2. The monitoring system according to claim 1, wherein: The rough detection includes identifying a foreground portion of the image and removing a background portion of the image; as well as The refined detection includes detecting the feature based on a generalized Hough transform.
3. The monitoring system according to claim 1, wherein: The computing device is further configured to identify the feature as a net and determine that the freight shipment is a pallet.
4. The monitoring system according to claim 1, wherein: The computing device is configured to perform the fine detection on a limited portion of the image, the limited portion including a base of the cargo and a limited number of vertical pixel rows upward from the base.
5. The monitoring system according to claim 1, wherein: The computing device is further configured to determine a confidence value for the image based on a match between the cargo captured in the image and an image template.
6. The monitoring system according to claim 5, in, The computing device is configured to determine that the image captures the cargo when the confidence value is above a predetermined threshold, and / or, Wherein, the computing device is configured to determine a moving direction of the cargo within the vehicle based on a change in the confidence value of the image.
7. The monitoring system according to claim 1, wherein: The computing device is configured to identify the feature as an absence of one or more of a web and a strap.
8. The monitoring system according to claim 1, wherein: The computing device is configured to: determining a size of the cargo based on the image; determining a scale of the image; as well as A volume of the cargo is determined based on the size and the ratio.

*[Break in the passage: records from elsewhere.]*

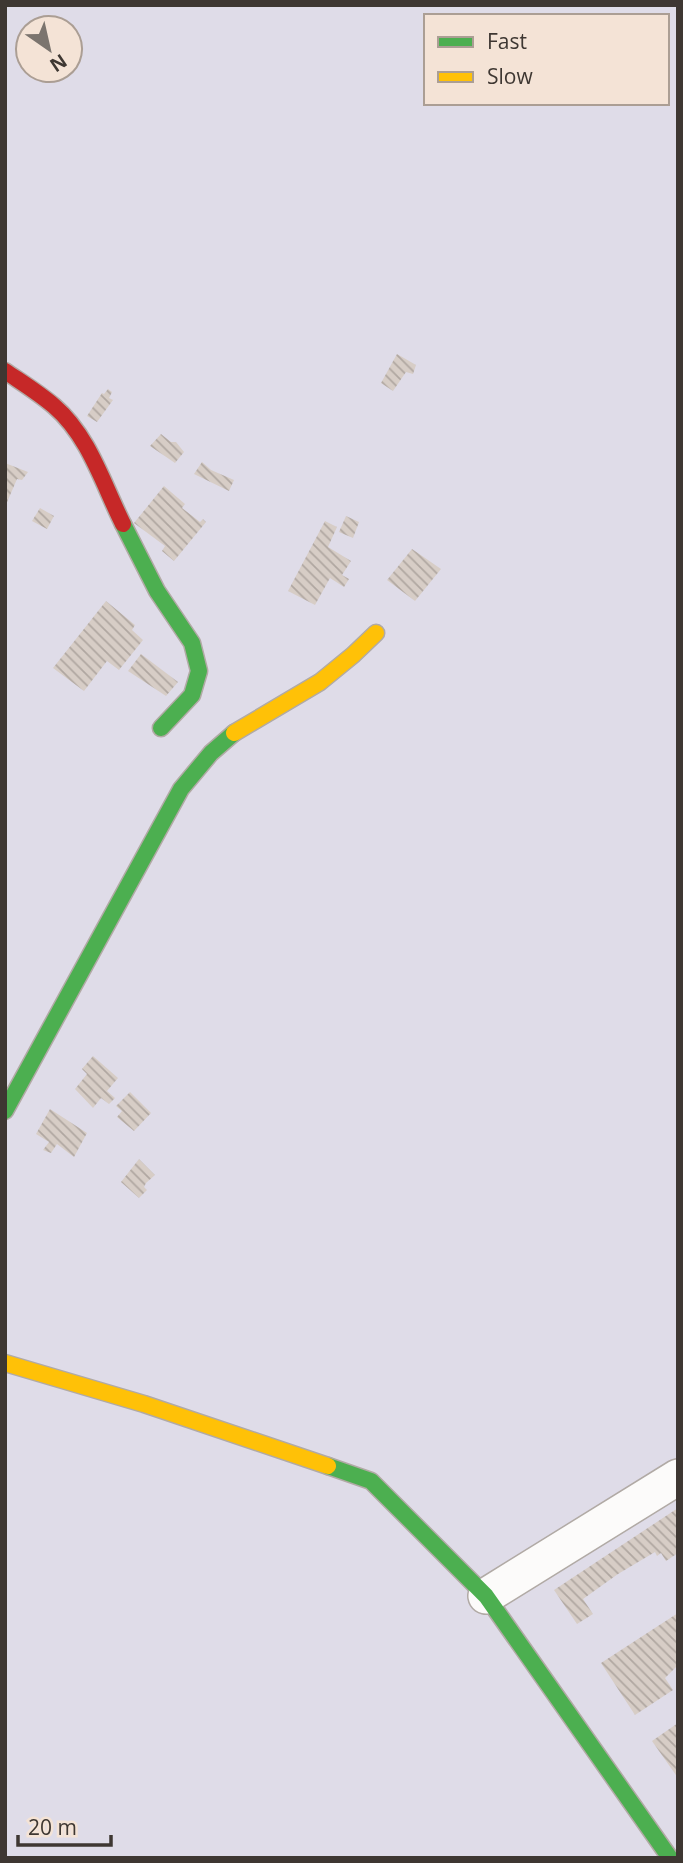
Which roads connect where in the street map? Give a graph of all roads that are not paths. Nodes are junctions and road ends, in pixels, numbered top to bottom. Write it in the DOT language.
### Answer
graph roads {
  1 [pos="5,370"];
  2 [pos="376,633"];
  3 [pos="162,728"];
  4 [pos="5,1111"];
  5 [pos="5,1363"];
  6 [pos="678,1477"];
  7 [pos="486,1596"];
  8 [pos="670,1858"];
  1 -- 3 [label="street"];
  2 -- 4 [label="street"];
  5 -- 7 [label="street"];
  6 -- 7 [label="street"];
  7 -- 8 [label="street"];
}
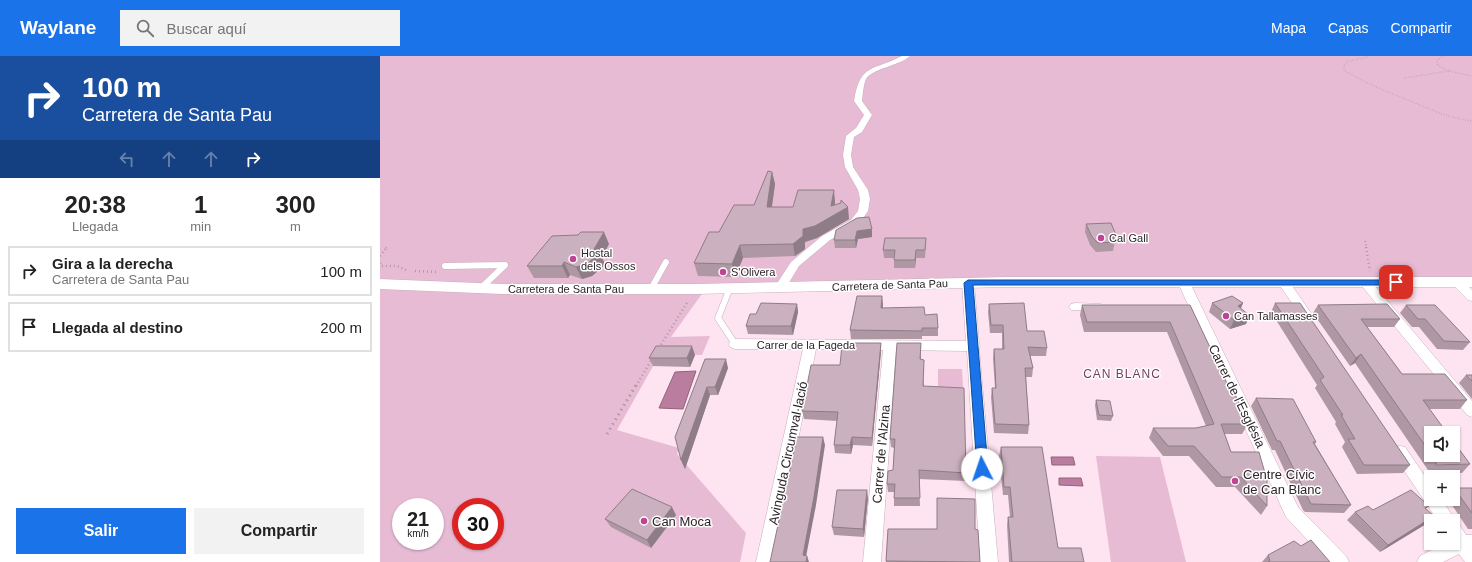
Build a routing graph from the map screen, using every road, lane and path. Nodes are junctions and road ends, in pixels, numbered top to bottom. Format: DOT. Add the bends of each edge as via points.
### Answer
graph roads {
  1 [pos="906,56"];
  2 [pos="1367,56"];
  3 [pos="1444,56"];
  4 [pos="1449,71"];
  5 [pos="1472,76"];
  6 [pos="1404,78"];
  7 [pos="1472,121"];
  8 [pos="1364,241"];
  9 [pos="388,246"];
  10 [pos="380,256"];
  11 [pos="666,262"];
  12 [pos="380,263"];
  13 [pos="445,266"];
  14 [pos="408,272"];
  15 [pos="1365,282"];
  16 [pos="1464,282"];
  17 [pos="968,283"];
  18 [pos="1184,283"];
  19 [pos="1284,283"];
  20 [pos="380,284"];
  21 [pos="481,288"];
  22 [pos="730,288"];
  23 [pos="780,288"];
  24 [pos="651,289"];
  25 [pos="695,289"];
  26 [pos="1472,297"];
  27 [pos="1178,306"];
  28 [pos="1194,306"];
  29 [pos="1075,307"];
  30 [pos="1107,307"];
  31 [pos="1315,328"];
  32 [pos="735,344"];
  33 [pos="810,345"];
  34 [pos="890,345"];
  35 [pos="974,346"];
  36 [pos="1472,411"];
  37 [pos="607,434"];
  38 [pos="1391,439"];
  39 [pos="1424,488"];
  40 [pos="1462,539"];
  41 [pos="1472,558"];
  42 [pos="765,562"];
  43 [pos="872,562"];
  44 [pos="989,562"];
  45 [pos="1340,562"];
  46 [pos="1426,562"];
  1 -- 23 [label="street" via="892,64 872,70 864,77 860,86 858,101 868,115 859,130 850,136 847,155 849,168 864,195 863,211 855,222 826,238 795,264"];
  2 -- 7 [label="path" via="1348,61 1344,65 1344,70 1425,109"];
  3 -- 4 [label="path" via="1437,60 1438,66"];
  4 -- 5 [label="path"];
  4 -- 6 [label="path"];
  8 -- 15 [label="path" via="1370,268"];
  9 -- 10 [label="path"];
  11 -- 24 [label="lane"];
  12 -- 14 [label="path" via="381,266 397,266"];
  13 -- 21 [label="lane" via="505,266"];
  15 -- 16 [label="main road, Carretera de Santa Pau"];
  15 -- 19 [label="main road, Carretera de Santa Pau"];
  15 -- 36 [label="street"];
  16 -- 26 [label="street"];
  17 -- 18 [label="main road, Carretera de Santa Pau"];
  17 -- 23 [label="main road, Carretera de Santa Pau"];
  17 -- 35 [label="street"];
  18 -- 19 [label="main road, Carretera de Santa Pau"];
  18 -- 28 [label="street, Carrer de l'Església"];
  19 -- 31 [label="street"];
  20 -- 21 [label="main road, Carretera de Santa Pau"];
  21 -- 24 [label="main road, Carretera de Santa Pau"];
  22 -- 23 [label="main road, Carretera de Santa Pau"];
  22 -- 25 [label="main road, Carretera de Santa Pau"];
  22 -- 32 [label="lane" via="718,318"];
  24 -- 25 [label="main road, Carretera de Santa Pau"];
  25 -- 37 [label="path"];
  27 -- 28 [label="street"];
  28 -- 45 [label="street, Carrer de l'Església" via="1292,512"];
  29 -- 30 [label="street"];
  32 -- 33 [label="street, Carrer de la Fageda"];
  33 -- 34 [label="street, Carrer de la Fageda"];
  33 -- 42 [label="street, Avinguda Circumval·lació"];
  34 -- 35 [label="street, Carrer de la Fageda"];
  34 -- 43 [label="street, Carrer de l'Alzina"];
  35 -- 44 [label="street"];
  38 -- 39 [label="street"];
  40 -- 41 [label="street"];
  40 -- 46 [label="street"];
}
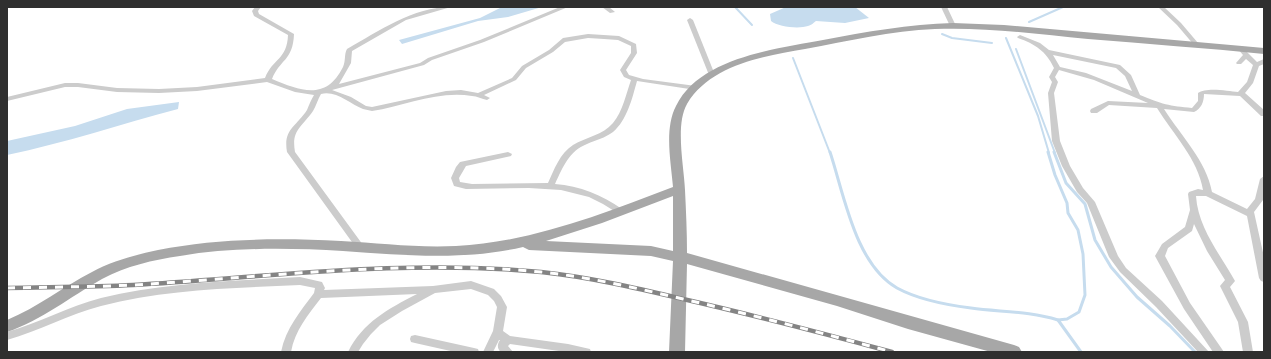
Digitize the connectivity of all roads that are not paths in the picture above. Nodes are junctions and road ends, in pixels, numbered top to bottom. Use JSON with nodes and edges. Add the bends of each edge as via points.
{"nodes":[{"id":1,"x":258,"y":7,"type":"edge"},
{"id":2,"x":429,"y":7,"type":"edge"},
{"id":3,"x":448,"y":7,"type":"edge"},
{"id":4,"x":565,"y":7,"type":"edge"},
{"id":5,"x":605,"y":7,"type":"edge"},
{"id":6,"x":944,"y":7,"type":"edge"},
{"id":7,"x":1162,"y":7,"type":"edge"},
{"id":8,"x":612,"y":12,"type":"dead end"},
{"id":9,"x":422,"y":13,"type":"junction"},
{"id":10,"x":690,"y":20,"type":"dead end"},
{"id":11,"x":953,"y":26,"type":"junction"},
{"id":12,"x":1020,"y":37,"type":"dead end"},
{"id":13,"x":1196,"y":44,"type":"junction"},
{"id":14,"x":1264,"y":51,"type":"edge"},
{"id":15,"x":1048,"y":52,"type":"junction"},
{"id":16,"x":1244,"y":52,"type":"junction"},
{"id":17,"x":1264,"y":62,"type":"edge"},
{"id":18,"x":1239,"y":63,"type":"dead end"},
{"id":19,"x":1256,"y":65,"type":"junction"},
{"id":20,"x":1057,"y":68,"type":"junction"},
{"id":21,"x":712,"y":75,"type":"junction"},
{"id":22,"x":634,"y":79,"type":"junction"},
{"id":23,"x":268,"y":80,"type":"junction"},
{"id":24,"x":696,"y":88,"type":"junction"},
{"id":25,"x":331,"y":89,"type":"junction"},
{"id":26,"x":1242,"y":93,"type":"junction"},
{"id":27,"x":318,"y":94,"type":"junction"},
{"id":28,"x":480,"y":94,"type":"junction"},
{"id":29,"x":1137,"y":95,"type":"junction"},
{"id":30,"x":487,"y":98,"type":"dead end"},
{"id":31,"x":7,"y":99,"type":"edge"},
{"id":32,"x":1252,"y":101,"type":"junction"},
{"id":33,"x":1264,"y":104,"type":"edge"},
{"id":34,"x":1159,"y":106,"type":"junction"},
{"id":35,"x":1094,"y":111,"type":"dead end"},
{"id":36,"x":1264,"y":114,"type":"edge"},
{"id":37,"x":508,"y":154,"type":"dead end"},
{"id":38,"x":1264,"y":179,"type":"edge"},
{"id":39,"x":551,"y":185,"type":"junction"},
{"id":40,"x":679,"y":189,"type":"junction"},
{"id":41,"x":1208,"y":194,"type":"junction"},
{"id":42,"x":1194,"y":210,"type":"junction"},
{"id":43,"x":619,"y":211,"type":"junction"},
{"id":44,"x":1250,"y":214,"type":"junction"},
{"id":45,"x":514,"y":244,"type":"junction"},
{"id":46,"x":360,"y":247,"type":"junction"},
{"id":47,"x":1264,"y":278,"type":"edge"},
{"id":48,"x":433,"y":290,"type":"junction"},
{"id":49,"x":318,"y":294,"type":"junction"},
{"id":50,"x":7,"y":326,"type":"edge"},
{"id":51,"x":498,"y":330,"type":"junction"},
{"id":52,"x":7,"y":336,"type":"edge"},
{"id":53,"x":415,"y":339,"type":"dead end"},
{"id":54,"x":508,"y":340,"type":"junction"},
{"id":55,"x":286,"y":352,"type":"edge"},
{"id":56,"x":353,"y":352,"type":"edge"},
{"id":57,"x":474,"y":352,"type":"edge"},
{"id":58,"x":488,"y":352,"type":"edge"},
{"id":59,"x":508,"y":352,"type":"edge"},
{"id":60,"x":586,"y":352,"type":"edge"},
{"id":61,"x":677,"y":352,"type":"edge"},
{"id":62,"x":1014,"y":352,"type":"edge"},
{"id":63,"x":1204,"y":352,"type":"edge"},
{"id":64,"x":1219,"y":352,"type":"edge"},
{"id":65,"x":1248,"y":352,"type":"edge"}],
"edges":[{"from":1,"to":23,"type":"street","via":[[256,15],[291,34],[288,53],[269,74]]},
{"from":2,"to":9,"type":"street"},
{"from":3,"to":9,"type":"street"},
{"from":4,"to":25,"type":"street","via":[[422,64]]},
{"from":5,"to":8,"type":"street"},
{"from":6,"to":11,"type":"street"},
{"from":7,"to":13,"type":"street"},
{"from":9,"to":25,"type":"street","via":[[404,19],[349,50],[346,66]]},
{"from":10,"to":21,"type":"street"},
{"from":11,"to":13,"type":"main road"},
{"from":11,"to":21,"type":"main road","via":[[884,31],[800,47],[752,58]]},
{"from":12,"to":15,"type":"street","via":[[1037,43]]},
{"from":13,"to":16,"type":"main road"},
{"from":14,"to":16,"type":"main road"},
{"from":15,"to":20,"type":"street"},
{"from":15,"to":29,"type":"street","via":[[1118,66],[1128,75]]},
{"from":16,"to":18,"type":"street"},
{"from":16,"to":19,"type":"street"},
{"from":17,"to":19,"type":"street"},
{"from":19,"to":26,"type":"street","via":[[1250,83]]},
{"from":20,"to":29,"type":"street","via":[[1081,72]]},
{"from":20,"to":63,"type":"street","via":[[1052,77],[1055,82],[1051,93],[1056,141],[1066,166],[1080,190],[1091,202],[1106,242],[1120,266]]},
{"from":21,"to":24,"type":"main road"},
{"from":22,"to":24,"type":"street"},
{"from":22,"to":28,"type":"street","via":[[626,76],[623,70],[634,53],[634,45],[619,38],[572,37],[558,42],[551,51],[524,67],[508,83]]},
{"from":22,"to":39,"type":"street","via":[[627,103],[616,124],[604,134],[569,151]]},
{"from":23,"to":27,"type":"street"},
{"from":23,"to":31,"type":"street","via":[[159,91],[118,90],[78,84]]},
{"from":24,"to":40,"type":"main road","via":[[681,106],[677,121]]},
{"from":25,"to":27,"type":"street"},
{"from":25,"to":28,"type":"street","via":[[372,109],[452,93]]},
{"from":26,"to":32,"type":"street"},
{"from":26,"to":34,"type":"street","via":[[1201,93],[1201,101],[1194,110]]},
{"from":27,"to":46,"type":"street","via":[[310,110],[292,133],[289,141],[291,152]]},
{"from":28,"to":30,"type":"street"},
{"from":29,"to":34,"type":"street"},
{"from":32,"to":33,"type":"street"},
{"from":32,"to":36,"type":"street"},
{"from":34,"to":35,"type":"street","via":[[1108,103]]},
{"from":34,"to":41,"type":"street","via":[[1205,178]]},
{"from":37,"to":39,"type":"street","via":[[463,164],[455,178],[457,184]]},
{"from":38,"to":44,"type":"street","via":[[1259,200]]},
{"from":39,"to":43,"type":"street","via":[[592,194],[608,201]]},
{"from":40,"to":43,"type":"main road"},
{"from":40,"to":61,"type":"main road"},
{"from":41,"to":42,"type":"street","via":[[1192,194]]},
{"from":41,"to":44,"type":"street"},
{"from":42,"to":64,"type":"street","via":[[1189,229],[1165,246],[1160,256],[1187,306]]},
{"from":42,"to":65,"type":"street","via":[[1208,243],[1230,281],[1225,286],[1243,322]]},
{"from":43,"to":45,"type":"main road","via":[[558,233]]},
{"from":44,"to":47,"type":"street"},
{"from":45,"to":46,"type":"main road","via":[[456,252]]},
{"from":45,"to":62,"type":"main road","via":[[659,252],[704,262]]},
{"from":46,"to":50,"type":"main road","via":[[284,245],[180,251],[140,259],[96,276],[24,320]]},
{"from":48,"to":49,"type":"street"},
{"from":48,"to":51,"type":"street","via":[[471,285],[491,292],[502,307]]},
{"from":48,"to":56,"type":"street","via":[[372,327]]},
{"from":49,"to":52,"type":"street","via":[[319,285],[300,281],[131,295],[99,302],[28,331]]},
{"from":49,"to":55,"type":"street","via":[[293,329]]},
{"from":51,"to":54,"type":"street","via":[[501,336]]},
{"from":51,"to":58,"type":"street"},
{"from":53,"to":57,"type":"street"},
{"from":54,"to":59,"type":"street","via":[[503,344],[503,348]]},
{"from":54,"to":60,"type":"street"}]}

9. The monitoring system according to claim 1, wherein: The computing device determines the volume of the cargo only when the type of the cargo is a pallet.
10. The monitoring system according to claim 1, wherein: The computing device is further configured to: Identify reference points on the goods; and The location of the cargo within the vehicle is tracked based on the location of the reference point within the image.
11. A monitoring system for monitoring cargo on a vehicle, the monitoring system comprising: a camera configured to capture images of the cargo while the cargo is in the vehicle, the camera being aligned to capture images of the cargo from different viewing angles; A computing device, comprising a processing circuit, the computing device being configured to: receiving the image from the camera; removing a background portion of the image from a foreground portion of the image; performing a generalized Hough transform and detecting the cargo in the foreground portion of the image; as well as Identify the type of cargo in question.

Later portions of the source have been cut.